El humor
social es inocultable. Solo hay que saber mirarlo, para poder aprehenderlo. Y
en pocos lugares se hace más evidente que en un aula. Cuando hay, como ahora,
una situación económica de miseria, se intenta en vano soslayarlo. Se hace de
cuenta de que los ajustes no nos abarcan, que seguimos como siempre, sin variar
el modo de vida habitual. Pero el humor social, como el chiflete, se cuela por
los resquicios. Entonces los alumnos padecen una mezcla de hastío, desidia,
frustración. Y la mayoría de las veces se vuelve agresión. Entre ellos, al
docente, o a quien tengan a mano.
Doy clases
en escuelas secundarias públicas, de modo que ellos y yo somos clase media.
(Baja, sería la definición técnica que nos corresponde, pero de eso mejor me
olvido, porque nadie quiere ser lo que es, si de clases sociales bajas se
trata). No es que pasen hambre o vistas harapos. No, pero ya se nota que sus
familias resignaron ahorros, planes de vacaciones, consumos ociosos.

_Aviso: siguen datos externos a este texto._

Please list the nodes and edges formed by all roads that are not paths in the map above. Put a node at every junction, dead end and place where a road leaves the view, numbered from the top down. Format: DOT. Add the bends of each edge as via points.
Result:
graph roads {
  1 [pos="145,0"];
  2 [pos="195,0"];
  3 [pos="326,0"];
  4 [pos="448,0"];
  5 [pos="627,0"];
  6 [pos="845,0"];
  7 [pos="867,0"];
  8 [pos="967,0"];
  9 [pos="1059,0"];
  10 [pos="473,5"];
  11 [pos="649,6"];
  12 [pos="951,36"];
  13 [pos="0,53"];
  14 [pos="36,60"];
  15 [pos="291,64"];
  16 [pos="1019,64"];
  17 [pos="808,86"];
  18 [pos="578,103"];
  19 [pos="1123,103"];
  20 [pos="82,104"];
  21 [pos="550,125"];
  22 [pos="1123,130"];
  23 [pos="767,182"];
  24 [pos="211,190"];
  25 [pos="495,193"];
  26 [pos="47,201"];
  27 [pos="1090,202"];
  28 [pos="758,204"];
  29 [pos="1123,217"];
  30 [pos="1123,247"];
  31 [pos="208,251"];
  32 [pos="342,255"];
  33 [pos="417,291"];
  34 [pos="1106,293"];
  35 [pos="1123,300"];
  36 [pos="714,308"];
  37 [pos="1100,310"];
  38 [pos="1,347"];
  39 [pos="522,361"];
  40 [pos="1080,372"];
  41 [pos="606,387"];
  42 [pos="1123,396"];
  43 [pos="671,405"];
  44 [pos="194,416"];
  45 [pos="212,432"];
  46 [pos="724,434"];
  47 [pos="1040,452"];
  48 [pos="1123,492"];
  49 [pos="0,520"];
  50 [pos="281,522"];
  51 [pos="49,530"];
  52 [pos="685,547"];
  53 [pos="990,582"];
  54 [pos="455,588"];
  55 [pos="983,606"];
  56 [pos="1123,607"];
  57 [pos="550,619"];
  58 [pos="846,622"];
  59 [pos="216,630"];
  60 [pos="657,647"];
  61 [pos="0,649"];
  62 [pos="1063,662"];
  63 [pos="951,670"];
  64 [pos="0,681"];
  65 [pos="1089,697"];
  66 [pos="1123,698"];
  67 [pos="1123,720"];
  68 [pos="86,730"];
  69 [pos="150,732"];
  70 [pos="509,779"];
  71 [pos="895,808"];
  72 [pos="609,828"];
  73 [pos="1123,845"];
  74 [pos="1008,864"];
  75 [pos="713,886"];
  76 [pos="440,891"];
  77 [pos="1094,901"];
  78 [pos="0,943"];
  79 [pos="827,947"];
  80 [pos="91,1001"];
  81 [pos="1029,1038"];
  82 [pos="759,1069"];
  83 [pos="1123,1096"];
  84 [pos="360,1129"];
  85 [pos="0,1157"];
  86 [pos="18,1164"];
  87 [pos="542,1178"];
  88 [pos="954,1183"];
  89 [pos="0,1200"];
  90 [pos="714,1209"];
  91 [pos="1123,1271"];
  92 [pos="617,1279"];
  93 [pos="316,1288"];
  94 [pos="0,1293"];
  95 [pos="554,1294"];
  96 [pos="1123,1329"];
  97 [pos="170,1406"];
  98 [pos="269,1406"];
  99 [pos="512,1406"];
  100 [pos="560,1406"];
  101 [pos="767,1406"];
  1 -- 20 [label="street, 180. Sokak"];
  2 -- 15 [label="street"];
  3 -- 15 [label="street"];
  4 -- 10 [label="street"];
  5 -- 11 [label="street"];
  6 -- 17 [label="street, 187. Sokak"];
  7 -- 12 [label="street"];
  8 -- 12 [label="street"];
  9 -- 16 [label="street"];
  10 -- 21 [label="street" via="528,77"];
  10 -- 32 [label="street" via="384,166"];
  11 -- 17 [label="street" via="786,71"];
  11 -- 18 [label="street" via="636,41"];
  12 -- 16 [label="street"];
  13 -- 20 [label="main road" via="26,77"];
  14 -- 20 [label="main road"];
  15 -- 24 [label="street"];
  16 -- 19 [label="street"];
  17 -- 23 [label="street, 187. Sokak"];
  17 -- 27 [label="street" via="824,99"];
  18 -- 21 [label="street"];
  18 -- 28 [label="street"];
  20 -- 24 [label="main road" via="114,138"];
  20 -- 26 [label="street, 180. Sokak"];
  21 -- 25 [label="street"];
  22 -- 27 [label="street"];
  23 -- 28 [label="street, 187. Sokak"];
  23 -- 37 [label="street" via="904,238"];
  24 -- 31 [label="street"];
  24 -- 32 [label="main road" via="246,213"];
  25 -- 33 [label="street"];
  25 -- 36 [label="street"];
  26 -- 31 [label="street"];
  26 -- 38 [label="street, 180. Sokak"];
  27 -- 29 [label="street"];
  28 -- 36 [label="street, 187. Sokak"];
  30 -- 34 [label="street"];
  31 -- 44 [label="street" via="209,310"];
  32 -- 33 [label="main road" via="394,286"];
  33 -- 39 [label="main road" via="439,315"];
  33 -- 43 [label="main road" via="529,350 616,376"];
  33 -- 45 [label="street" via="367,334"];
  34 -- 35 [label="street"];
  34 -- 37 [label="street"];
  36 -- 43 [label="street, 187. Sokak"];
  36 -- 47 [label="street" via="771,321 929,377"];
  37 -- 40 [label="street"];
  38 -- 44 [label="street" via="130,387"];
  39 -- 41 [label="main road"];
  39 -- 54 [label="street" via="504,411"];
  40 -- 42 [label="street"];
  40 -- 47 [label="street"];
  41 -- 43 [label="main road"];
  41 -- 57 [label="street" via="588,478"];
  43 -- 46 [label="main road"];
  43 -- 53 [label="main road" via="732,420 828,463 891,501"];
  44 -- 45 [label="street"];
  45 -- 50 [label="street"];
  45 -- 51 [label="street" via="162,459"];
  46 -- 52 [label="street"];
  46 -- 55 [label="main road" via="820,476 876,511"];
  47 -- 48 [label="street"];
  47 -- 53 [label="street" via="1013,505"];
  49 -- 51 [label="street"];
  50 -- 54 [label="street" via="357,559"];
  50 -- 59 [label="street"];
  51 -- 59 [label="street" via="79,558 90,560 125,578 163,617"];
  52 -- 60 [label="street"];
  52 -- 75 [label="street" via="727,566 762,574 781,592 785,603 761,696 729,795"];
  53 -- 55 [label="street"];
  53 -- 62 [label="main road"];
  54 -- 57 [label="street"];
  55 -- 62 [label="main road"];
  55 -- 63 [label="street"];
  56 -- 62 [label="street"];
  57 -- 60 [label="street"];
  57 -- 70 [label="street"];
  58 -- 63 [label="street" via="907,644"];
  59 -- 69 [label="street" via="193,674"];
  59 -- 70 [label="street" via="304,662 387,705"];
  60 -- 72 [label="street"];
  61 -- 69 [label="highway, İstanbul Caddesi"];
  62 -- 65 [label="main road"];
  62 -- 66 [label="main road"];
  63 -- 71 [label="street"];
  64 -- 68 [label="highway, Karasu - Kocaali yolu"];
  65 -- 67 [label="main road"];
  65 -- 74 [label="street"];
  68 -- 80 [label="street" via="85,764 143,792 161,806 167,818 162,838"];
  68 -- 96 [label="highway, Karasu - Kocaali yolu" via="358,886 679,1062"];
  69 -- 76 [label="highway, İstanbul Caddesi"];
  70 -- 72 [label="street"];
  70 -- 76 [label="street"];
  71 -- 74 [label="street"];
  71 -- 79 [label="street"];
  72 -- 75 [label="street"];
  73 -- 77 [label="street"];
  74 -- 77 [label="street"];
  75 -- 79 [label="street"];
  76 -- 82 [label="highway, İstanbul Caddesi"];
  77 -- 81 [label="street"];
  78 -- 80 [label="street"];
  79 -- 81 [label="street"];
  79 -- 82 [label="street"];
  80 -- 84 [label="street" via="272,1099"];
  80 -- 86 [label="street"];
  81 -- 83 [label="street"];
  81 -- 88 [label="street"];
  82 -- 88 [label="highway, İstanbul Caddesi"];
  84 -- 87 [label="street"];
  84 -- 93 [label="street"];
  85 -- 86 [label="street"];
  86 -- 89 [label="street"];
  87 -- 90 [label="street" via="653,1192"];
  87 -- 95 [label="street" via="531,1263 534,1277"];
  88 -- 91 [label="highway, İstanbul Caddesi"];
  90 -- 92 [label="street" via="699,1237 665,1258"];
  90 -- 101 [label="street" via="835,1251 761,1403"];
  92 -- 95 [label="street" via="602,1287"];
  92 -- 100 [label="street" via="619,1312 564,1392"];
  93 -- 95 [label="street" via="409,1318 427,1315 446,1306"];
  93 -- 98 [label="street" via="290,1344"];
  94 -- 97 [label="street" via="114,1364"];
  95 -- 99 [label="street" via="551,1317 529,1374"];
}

Lo que
traen para gastar en el kiosco es un billete más simbólico que sustancial. A
menos que junten lo de dos o tres días, ya no les alcanza para comprar lo que
les gustaba. Tienden a conformarse con las golosinas magras que ahora pueden
permitirse.
No la
expresan como tal, pero la angustia de no poder gastar lo que antes podían, se
les instala. No se necesita ser adivino ni sociólogo para concluir que sus
familias galguean. No resignan apagar la estufa todavía, aunque ya el mes se
les hace largo y comer todos los días es una empresa descomunal.
No es que me
vaya mejor, pero darme cuenta, no me hace más sabio, querido Tolstoi, sino que
aumenta mi impotencia. No es mi culpa, son los reveces de la democracia. La
voluntad de la mayoría que hay que aceptar y apoyar. Pero no juegan limpio,
nadie vota libre de influencias, de maquinaciones, de perturbaciones. Antes te
quitaban el voto, ahora te quitan la capacidad de raciocinio. Te la invaden
tanto que sos un autómata, un zombi, un prisionero al que le dan la llave para
que se encierre solo.
Una mañana
me levanto más desvalido que de costumbre. Me acomete un cóctel de furia y
desidia. No tengo ganas de nada, ni de balearme en un rincón, como dice el
tango. Pero la peleo, porque sé que, si me dejo estar, la cabeza se me va a
llenar de pensamientos negros que alimentan las muertes. Las del cuerpo, las
del alma, las de las ganas de ser y estar y querer y reír y compartir. Como
siempre opto por ir a las películas. El cine no cambiará mi realidad, pero me
pondrá la mente a resguardo. Fantasear también es salvarse.
En una
página que frecuento, subieron The Hurricane, 1937, de John Ford, con
Dorothy Lamour, Jon Hall, Mary Astor y otros notables. Me pregunto por qué Jon
Hall no llegó a ser tan preeminente como Dorothy Lamour o Mary Astor y me pongo
a repasar su carrera en páginas enciclopédicas. La rápida lectura de los
títulos en los que participó me hace detener en uno de 1952, Last Train from
Bombay. Título con el que no me había cruzado cuando escribía mi libro
sobre los trenes en el cine.
Se trata de
una película escrita por Robert Yale Libott y dirigida por Fred F. Sears. Pero
es su productor, Sam Katzman, el que hace la diferencia. Sam Katzman fue un
productor (y ocasional director) que se especializó en filmes de bajo
presupuesto, el abarcador y nunca bien ponderado Cine B. Este pertenece a su
etapa en la Columbia. ¿Se conseguirá? ¡Se consigue! La bajo y me pongo a verla.
Estamos en
la India (por el título, ¿dónde íbamos a estar? ¿En la Antártida?) Diarios y
noticieros nos informan de una revuelta en Janipur (o sea que nos ubican en el
conflicto entre India y Pakistán por los territorios de Cachemira). Fundido a
negro. Dos indios llevan un gran canasto de ropa lavada a un hotel. Lo dejan en
una habitación del segundo piso. Un hombre los recibe, los hace dejar el
canasto y los echa sin darles propina. El hombre, al quedarse solo, revuelve
dentro del canasto y saca el cuerpo inerme, exangüe de otro hombre. (¿Un
cadáver? Y, sí) Lo pone sobre la cama y le destroza la cara de un balazo.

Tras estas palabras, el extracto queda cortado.